_Records supplied:_
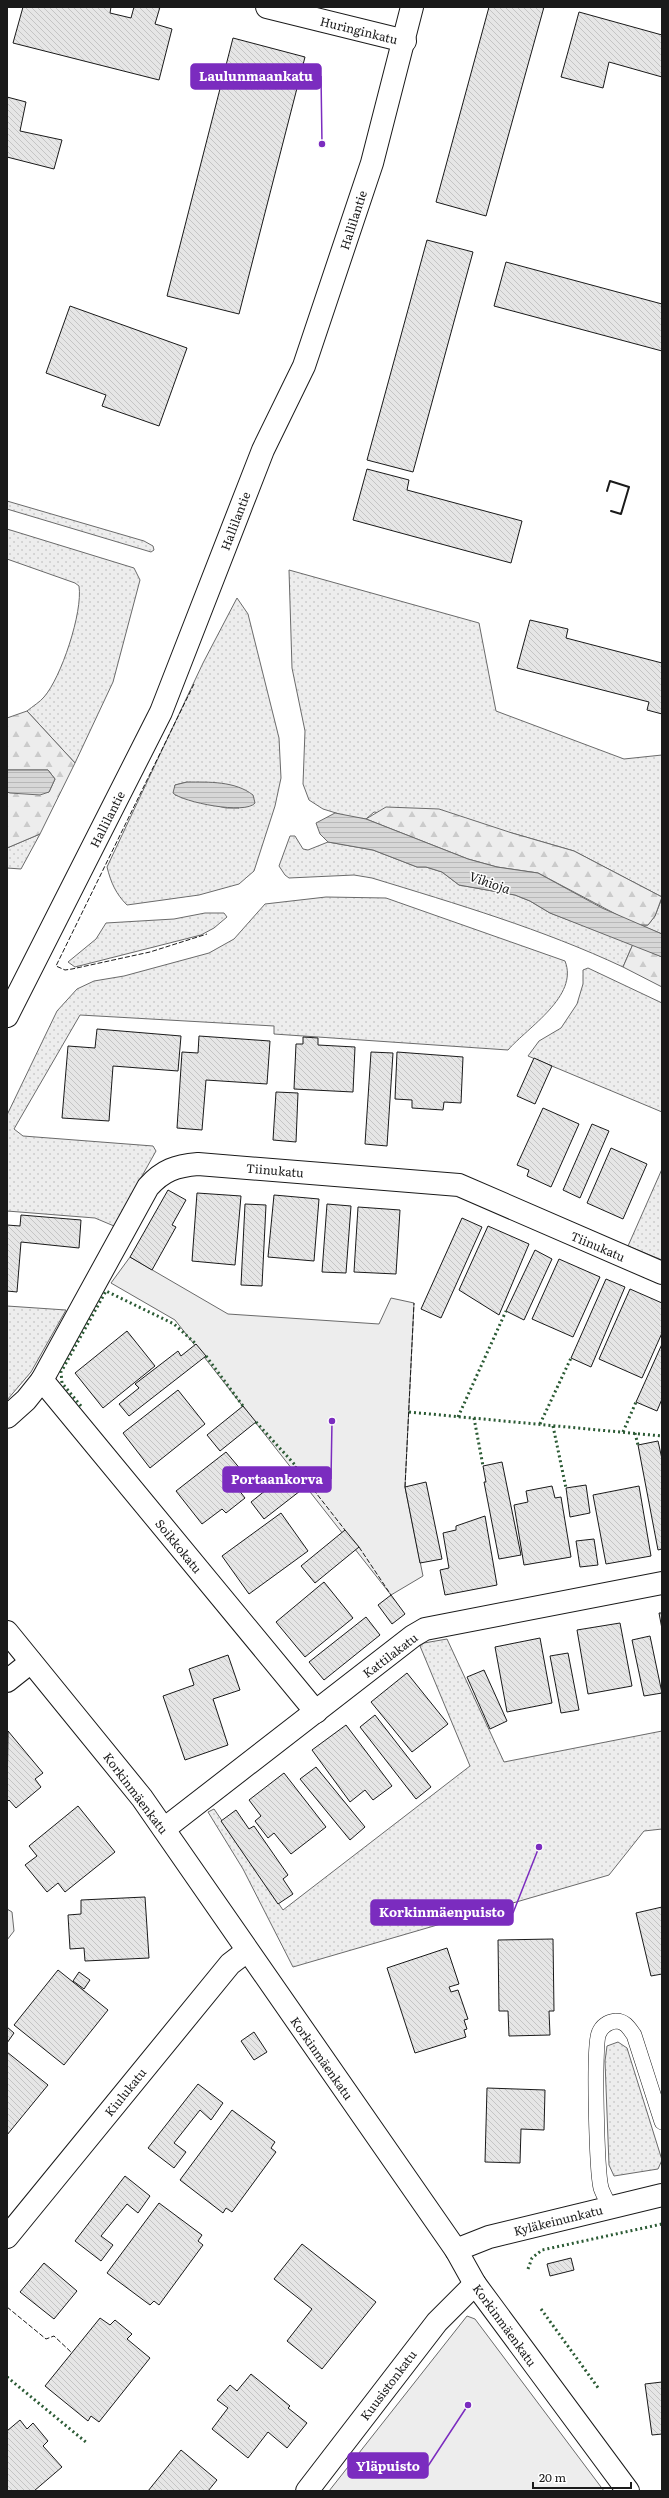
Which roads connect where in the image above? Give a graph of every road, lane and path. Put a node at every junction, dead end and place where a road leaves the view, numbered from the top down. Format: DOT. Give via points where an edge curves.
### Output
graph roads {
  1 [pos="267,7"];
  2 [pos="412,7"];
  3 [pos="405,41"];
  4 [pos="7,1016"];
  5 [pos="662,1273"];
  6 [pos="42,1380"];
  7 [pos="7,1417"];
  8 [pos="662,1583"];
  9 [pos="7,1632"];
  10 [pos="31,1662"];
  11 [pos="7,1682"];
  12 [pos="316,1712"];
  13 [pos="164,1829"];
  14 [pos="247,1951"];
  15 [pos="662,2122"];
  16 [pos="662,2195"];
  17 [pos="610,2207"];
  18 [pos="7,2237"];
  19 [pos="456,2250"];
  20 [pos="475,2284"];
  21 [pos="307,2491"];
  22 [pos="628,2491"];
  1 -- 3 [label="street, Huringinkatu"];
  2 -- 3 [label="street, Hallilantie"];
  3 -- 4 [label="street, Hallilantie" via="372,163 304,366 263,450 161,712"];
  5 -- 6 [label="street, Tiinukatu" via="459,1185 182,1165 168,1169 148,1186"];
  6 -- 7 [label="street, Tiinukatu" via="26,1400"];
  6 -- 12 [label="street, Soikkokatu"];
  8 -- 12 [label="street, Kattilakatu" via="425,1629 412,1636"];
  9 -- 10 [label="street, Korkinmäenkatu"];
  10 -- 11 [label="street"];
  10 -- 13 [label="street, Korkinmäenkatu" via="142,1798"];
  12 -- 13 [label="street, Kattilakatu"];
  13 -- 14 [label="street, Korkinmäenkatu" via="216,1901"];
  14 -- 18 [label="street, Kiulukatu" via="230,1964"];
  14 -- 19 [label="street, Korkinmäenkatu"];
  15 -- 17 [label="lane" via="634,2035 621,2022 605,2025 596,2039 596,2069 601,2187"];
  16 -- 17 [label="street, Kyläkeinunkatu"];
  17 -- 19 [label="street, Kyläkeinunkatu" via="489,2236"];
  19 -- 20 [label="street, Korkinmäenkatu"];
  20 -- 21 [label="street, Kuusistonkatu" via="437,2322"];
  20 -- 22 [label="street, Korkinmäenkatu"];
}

_Exercise brief:_ Say how many lines in this material hold "Kyläkeinunkatu", and say nothing else.

_Answer for this exercise:_ 2